Activity >> From the records that follow, give the number of lines that include the word "linejoin", with no further words.
(Material provided begins)
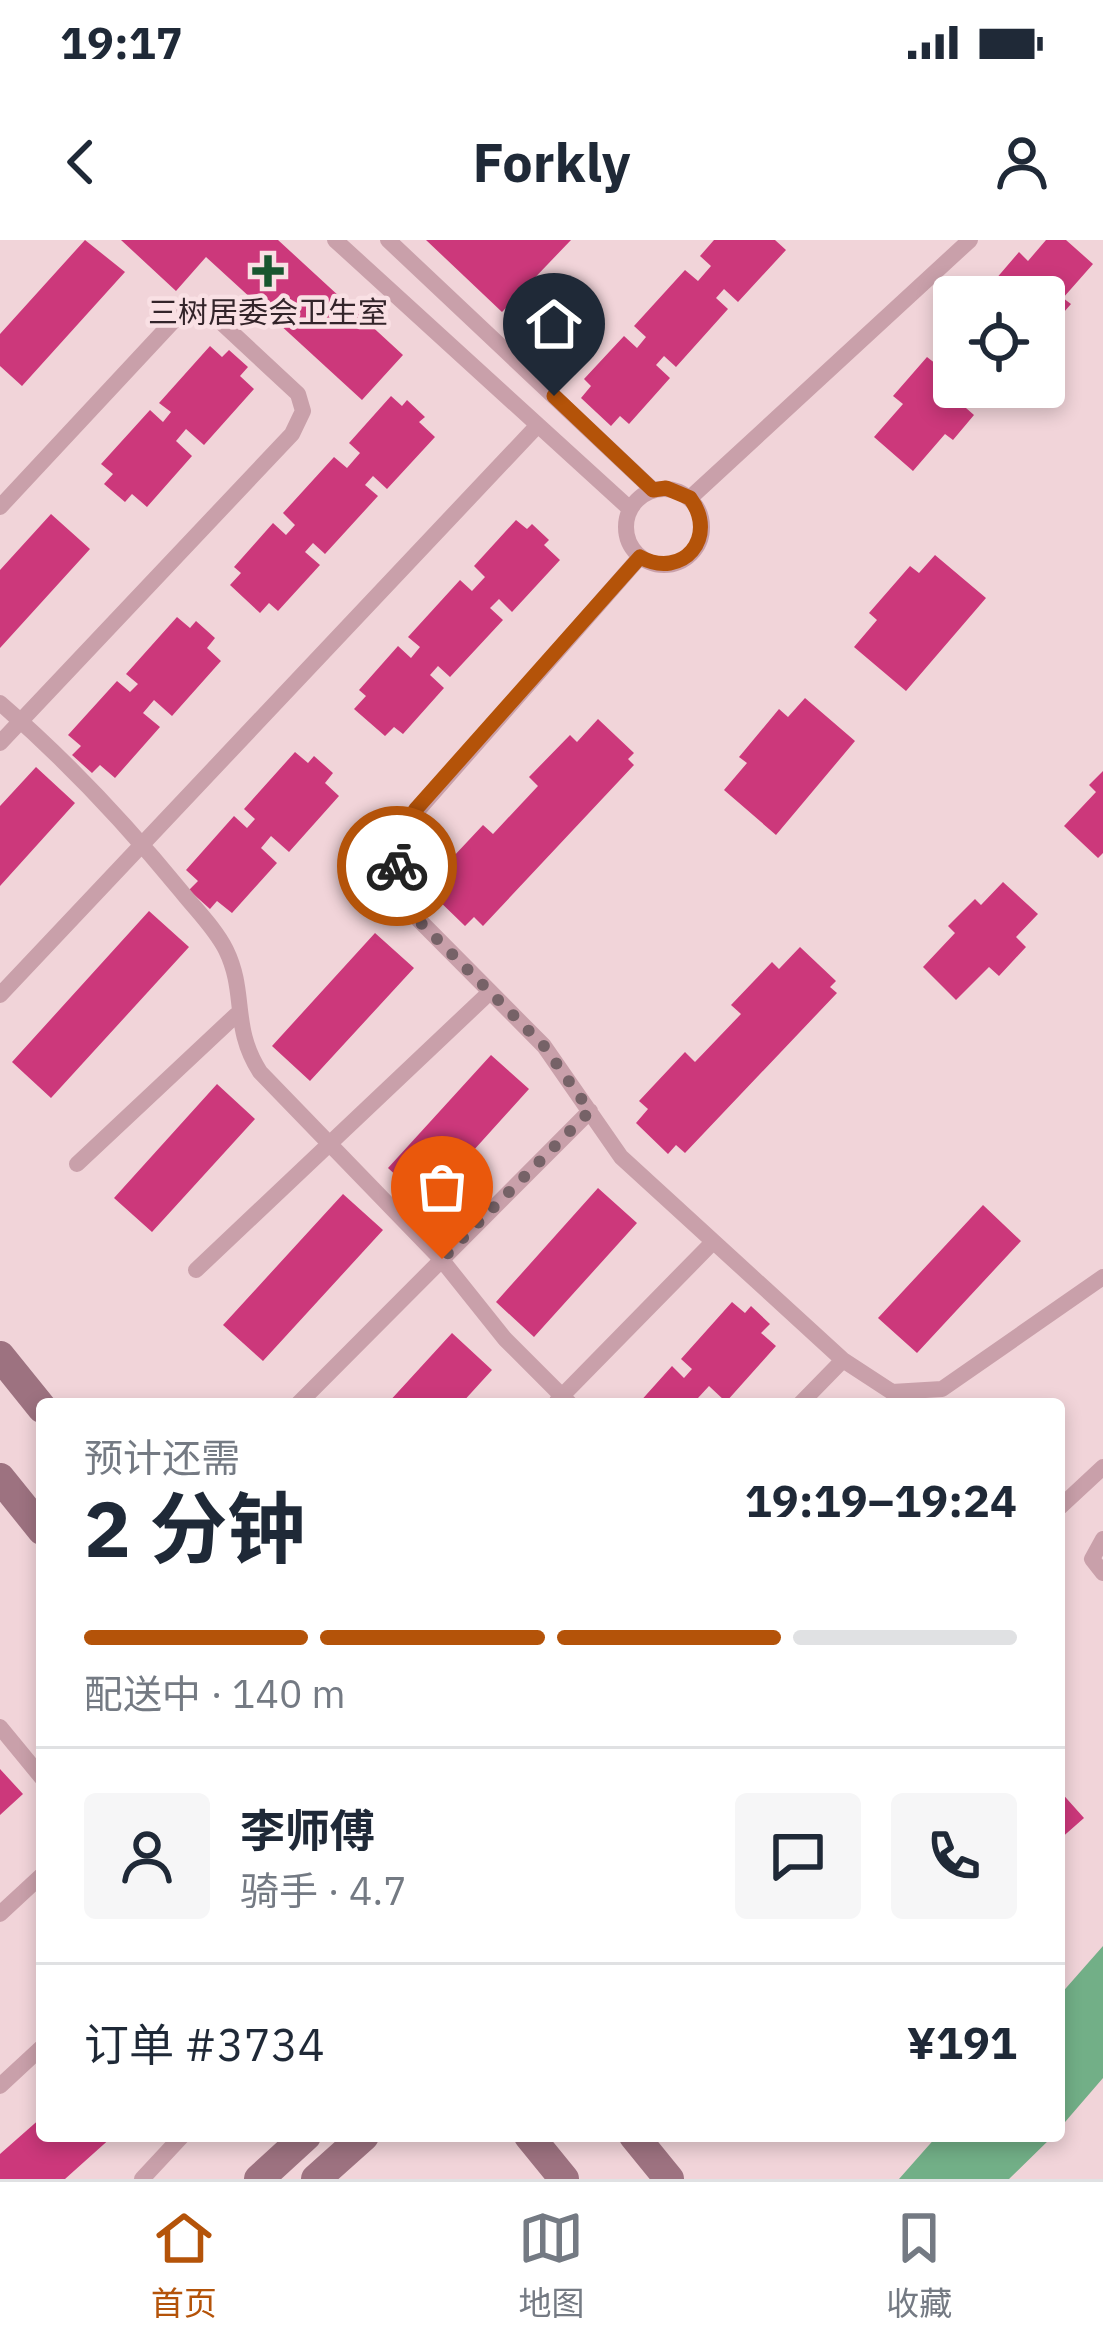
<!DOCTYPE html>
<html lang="zh">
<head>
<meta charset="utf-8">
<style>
	:root { --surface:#fff; --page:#f6f6f7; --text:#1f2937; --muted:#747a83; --line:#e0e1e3; --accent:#b45309 }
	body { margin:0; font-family:"IBM Plex Sans","Noto Sans SC",sans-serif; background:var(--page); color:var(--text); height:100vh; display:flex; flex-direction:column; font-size:45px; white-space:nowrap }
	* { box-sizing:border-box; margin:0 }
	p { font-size:39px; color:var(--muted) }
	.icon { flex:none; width:66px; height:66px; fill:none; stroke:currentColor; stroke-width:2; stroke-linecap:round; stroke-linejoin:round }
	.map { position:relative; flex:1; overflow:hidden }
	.drawer { position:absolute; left:36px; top:1158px; width:1029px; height:744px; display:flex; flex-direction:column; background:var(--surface); border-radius:12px; box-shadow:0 6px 18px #0003 }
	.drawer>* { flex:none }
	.controls { position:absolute; left:933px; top:36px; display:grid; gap:24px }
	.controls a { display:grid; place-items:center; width:132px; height:132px; border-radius:12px; background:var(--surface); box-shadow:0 6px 18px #0003; font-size:60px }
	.pin { position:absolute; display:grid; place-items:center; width:102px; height:102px; color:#fff; margin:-123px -51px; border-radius:50% 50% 50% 0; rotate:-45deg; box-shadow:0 0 12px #0007 }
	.pin .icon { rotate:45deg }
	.courier { position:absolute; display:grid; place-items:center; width:120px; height:120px; margin:-60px; border:9px solid #b45309; border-radius:50%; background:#fff; color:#222; box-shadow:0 3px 15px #0007 }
	.overview em { font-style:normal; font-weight:700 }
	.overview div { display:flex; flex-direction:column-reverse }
	.overview { display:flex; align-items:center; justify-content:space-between; height:204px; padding:0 48px }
	h1 { font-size:78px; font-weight:700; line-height:90px }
	.bar { display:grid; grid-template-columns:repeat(4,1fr); gap:18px 12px; align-content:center; height:144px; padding:0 48px }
	.bar i { height:15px; border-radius:9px; background:var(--line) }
	.bar .selected { background:var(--accent) }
	.bar p { grid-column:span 4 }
	.line { display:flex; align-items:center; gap:30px; padding:0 48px; border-top:3px solid var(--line) }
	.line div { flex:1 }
	.round { display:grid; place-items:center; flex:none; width:126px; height:126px; border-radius:12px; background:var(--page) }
	.status { display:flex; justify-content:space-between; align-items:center; height:84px; padding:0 60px; background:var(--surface); direction:ltr }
	.status svg { height:33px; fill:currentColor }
	header { display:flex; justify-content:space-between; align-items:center; height:156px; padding:0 48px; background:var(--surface); font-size:54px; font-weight:700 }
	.tabs { display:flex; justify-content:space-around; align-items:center; height:168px; border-top:3px solid var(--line); background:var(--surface); font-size:33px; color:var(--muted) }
	.tabs a { display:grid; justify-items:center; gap:6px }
	.tabs .selected { color:var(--accent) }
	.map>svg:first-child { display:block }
	.water { fill:#72af87 }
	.building { fill:#cc387b }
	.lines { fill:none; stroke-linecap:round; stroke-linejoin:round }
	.lane { stroke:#c9a0aa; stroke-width:16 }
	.secondary { stroke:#9d7280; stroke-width:30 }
	.done { stroke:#766267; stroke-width:12; stroke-dasharray:0 21.6 }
	.route { stroke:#b45309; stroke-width:15 }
	.poi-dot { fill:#18562f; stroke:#f9e0e4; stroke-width:4.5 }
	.labels { text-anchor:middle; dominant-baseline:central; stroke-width:9; stroke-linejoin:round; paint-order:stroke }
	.poi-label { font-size:30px; fill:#33242a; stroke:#f9e0e4 }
</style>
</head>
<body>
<div class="status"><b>19:17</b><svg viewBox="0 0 49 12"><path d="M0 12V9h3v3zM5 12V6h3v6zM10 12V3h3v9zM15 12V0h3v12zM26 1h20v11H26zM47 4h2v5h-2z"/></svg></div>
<header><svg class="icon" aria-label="back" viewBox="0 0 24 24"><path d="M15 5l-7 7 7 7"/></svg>Forkly<svg class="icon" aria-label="person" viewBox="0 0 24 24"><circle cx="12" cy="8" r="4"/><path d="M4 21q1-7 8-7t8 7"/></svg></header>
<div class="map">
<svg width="1103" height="1939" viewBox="0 0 1103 1939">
	<rect width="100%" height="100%" fill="#f1d4d9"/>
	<path class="water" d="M 1103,1706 L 1103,1838 L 1059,1889 L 1059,1756 Z
		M 937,1896 L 1053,1896 L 1009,1939 L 899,1939 Z"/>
	<path class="building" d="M 85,0 L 125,32 L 22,146 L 0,126 L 0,94 Z
		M 121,0 L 278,0 L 403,115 L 362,160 L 206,17 L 176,51 Z
		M 426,0 L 571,0 L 502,72 Z
		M 714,0 L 775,0 L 786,10 L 738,62 L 724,49 L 716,58 L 728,69 L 676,127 L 664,116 L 656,125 L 670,138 L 629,184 L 620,176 L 611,186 L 581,158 L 591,146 L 584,139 L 624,96 L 637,108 L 646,97 L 634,86 L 685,30 L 698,41 L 711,26 L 700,16 Z
		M 1046,0 L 1066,0 L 1093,24 L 1063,58 L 1071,64 L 1044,95 L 1044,57 L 994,57 L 989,47 L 1019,12 L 1028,21 Z
		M 954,103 L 954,147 L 985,147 L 966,168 L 974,175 L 953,200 L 945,194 L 913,231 L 874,197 L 903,164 L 893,156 L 927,117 L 936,124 Z
		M 210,106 L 222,117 L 229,110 L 248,127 L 240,136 L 254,149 L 204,205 L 186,189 L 176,201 L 192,216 L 147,267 L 132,254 L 125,262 L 104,244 L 113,234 L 101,224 L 150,170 L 163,182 L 171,172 L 159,163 Z
		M 391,156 L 402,166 L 407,160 L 425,177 L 419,182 L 435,197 L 387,249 L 373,236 L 365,245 L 378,256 L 325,314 L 313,303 L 305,312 L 320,325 L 278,371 L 269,363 L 260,373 L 230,345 L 241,333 L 234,327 L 273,283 L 286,295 L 295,285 L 283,273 L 334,217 L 347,228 L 360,213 L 349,203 Z
		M 51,274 L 90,309 L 0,408 L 0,330 Z
		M 516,280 L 527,289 L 532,284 L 549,300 L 544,305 L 560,320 L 512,372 L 499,359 L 490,368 L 503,380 L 450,437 L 438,426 L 430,435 L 444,448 L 403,494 L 394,487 L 385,496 L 354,469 L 366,456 L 359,450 L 398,406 L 411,418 L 420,407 L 408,397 L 460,340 L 472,351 L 485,337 L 474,326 Z
		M 935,315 L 986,358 L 906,451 L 854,407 L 877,380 L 869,373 L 910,326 L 919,333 Z
		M 177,377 L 190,388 L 196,381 L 215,398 L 207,408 L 221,421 L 172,476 L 154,460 L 143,473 L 160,487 L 115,538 L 100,525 L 92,533 L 72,515 L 81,506 L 68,495 L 117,441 L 130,452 L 138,444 L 126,434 Z
		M 805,458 L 855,501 L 776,595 L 724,550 L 747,523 L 739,517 L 779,469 L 788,477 Z
		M 598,479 L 634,513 L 628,519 L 634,525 L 483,686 L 474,677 L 465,686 L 433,655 L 445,642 L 437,634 L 483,585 L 493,594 L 538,546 L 529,537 L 570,495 L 577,502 Z
		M 295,512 L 308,523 L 314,516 L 333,533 L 325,543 L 339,556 L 289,612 L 271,596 L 261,608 L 277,623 L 232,673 L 217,661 L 210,669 L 189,650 L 198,641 L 186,630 L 234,576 L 247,588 L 255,579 L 244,569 Z
		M 36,527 L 75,563 L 0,646 L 0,566 Z
		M 1103,531 L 1103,613 L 1098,618 L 1064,586 L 1096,552 L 1089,545 Z
		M 1003,642 L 1038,674 L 1016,697 L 1026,707 L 999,736 L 989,727 L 956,760 L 923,727 L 955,693 L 948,686 L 975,659 L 981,665 Z
		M 149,671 L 189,707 L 51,858 L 12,822 Z
		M 375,693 L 414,728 L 310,841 L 272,806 Z
		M 800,707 L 836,741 L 830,747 L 837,753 L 685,913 L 676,905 L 668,914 L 636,883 L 648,869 L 639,861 L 685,812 L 695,822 L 741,774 L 731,765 L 772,722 L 779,729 Z
		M 491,815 L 529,849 L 426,963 L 388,928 Z
		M 217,844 L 255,879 L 152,992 L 114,958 Z
		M 598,948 L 637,983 L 534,1097 L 496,1062 Z
		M 343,954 L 383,990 L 263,1121 L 223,1085 Z
		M 983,965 L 1021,1001 L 917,1113 L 878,1078 Z
		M 732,1062 L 745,1073 L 751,1066 L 770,1084 L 761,1093 L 776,1106 L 726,1162 L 709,1146 L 698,1158 L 705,1164 L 638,1164 L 672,1126 L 684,1138 L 692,1129 L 681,1119 Z
		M 452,1093 L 492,1130 L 461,1164 L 387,1164 Z
		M 0,1529 L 23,1554 L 0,1575 Z
		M 1059,1550 L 1084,1578 L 1059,1600 Z
		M 42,1877 L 42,1896 L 113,1896 L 65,1939 L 0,1939 L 0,1914 Z"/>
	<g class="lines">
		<path class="lane" d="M 335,0 L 630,269
			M 388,0 L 653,250
			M626 287a38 38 0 1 1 76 0a38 38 0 1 1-76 0Z
			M 690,258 L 970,0
			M 0,267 L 179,75 L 196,69 L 212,74 L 298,154 L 303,171 L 292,194 L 0,503
			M 640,317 L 405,585 L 397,643 L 418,679 L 544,806 L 621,917 L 843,1120 L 892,1152 L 942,1149 L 1103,1037
			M 0,463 C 65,519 126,584 181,651 C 196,670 215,688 226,710 C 247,753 231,787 260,832 L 441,1019 L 505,1099 L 570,1164
			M 0,755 L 538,185
			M 77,924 L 236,775
			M 196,1030 L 490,752
			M 557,1161 L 712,1003
			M 298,1164 L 590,871
			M 800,1164 L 843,1120
			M 1059,1268 L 1103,1227
			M 1103,1299 L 1092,1319 L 1103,1333
			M 0,1487 L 42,1538
			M 0,1674 L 42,1635
			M 0,1846 L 42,1807
			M 142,1939 L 182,1896"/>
		<path class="secondary" d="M 0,1116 L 42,1168
			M 0,1238 L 42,1290
			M 529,1896 L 564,1939
			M 634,1896 L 669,1939
			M 259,1939 L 306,1896
			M 316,1939 L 364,1896"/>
	</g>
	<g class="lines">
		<path class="done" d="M 397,626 L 397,643 L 418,680 L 544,806 L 590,871 L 442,1019"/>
		<path class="route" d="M 397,626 L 405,585 L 416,569 L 640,317 C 683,340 719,297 690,258 L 666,248 L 653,250 L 554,156"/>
	</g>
	<path class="poi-dot" d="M262 13h12v12h12v12h-12v12h-12v-12h-12v-12h12z"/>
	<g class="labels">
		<g class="poi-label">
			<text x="268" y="71">三树居委会卫生室</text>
		</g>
	</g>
</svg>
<div class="controls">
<a><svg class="icon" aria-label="locate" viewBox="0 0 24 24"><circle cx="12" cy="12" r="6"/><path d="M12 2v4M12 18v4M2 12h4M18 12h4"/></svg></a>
</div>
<div class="pin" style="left:442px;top:1019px;background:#ea580c"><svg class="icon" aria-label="bag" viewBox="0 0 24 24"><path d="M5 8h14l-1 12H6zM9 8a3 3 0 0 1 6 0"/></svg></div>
<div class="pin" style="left:554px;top:156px;background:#1f2937"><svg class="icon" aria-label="home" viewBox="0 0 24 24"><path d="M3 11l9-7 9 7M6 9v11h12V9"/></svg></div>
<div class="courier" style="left:397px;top:626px"><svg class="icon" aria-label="bike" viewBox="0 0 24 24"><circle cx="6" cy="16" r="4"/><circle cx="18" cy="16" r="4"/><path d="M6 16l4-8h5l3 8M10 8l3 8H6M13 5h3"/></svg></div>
<section class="drawer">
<div class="overview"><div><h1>2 分钟</h1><p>预计还需</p></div><em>19:19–19:24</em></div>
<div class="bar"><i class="selected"></i><i class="selected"></i><i class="selected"></i><i></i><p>配送中 · 140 m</p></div>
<div class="line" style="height:216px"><a class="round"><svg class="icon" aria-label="person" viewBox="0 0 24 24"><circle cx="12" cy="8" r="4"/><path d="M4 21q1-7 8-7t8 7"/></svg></a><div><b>李师傅</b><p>骑手 · 4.7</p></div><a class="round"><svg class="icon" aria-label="chat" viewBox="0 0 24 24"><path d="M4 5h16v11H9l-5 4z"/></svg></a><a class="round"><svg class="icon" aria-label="phone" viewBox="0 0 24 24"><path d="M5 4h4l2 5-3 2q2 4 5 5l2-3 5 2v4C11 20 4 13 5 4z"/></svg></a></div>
<div class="line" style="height:156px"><div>订单 #3734</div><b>¥191</b></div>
</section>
</div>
<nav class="tabs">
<a class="selected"><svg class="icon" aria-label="home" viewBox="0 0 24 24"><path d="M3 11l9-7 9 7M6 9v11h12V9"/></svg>首页</a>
<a><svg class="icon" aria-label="map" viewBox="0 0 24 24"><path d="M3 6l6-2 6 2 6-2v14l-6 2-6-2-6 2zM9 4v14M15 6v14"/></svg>地图</a>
<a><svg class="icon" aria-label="saved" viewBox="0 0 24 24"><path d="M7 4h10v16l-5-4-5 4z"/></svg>收藏</a>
</nav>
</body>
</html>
(Material provided ends)
Written response >> 3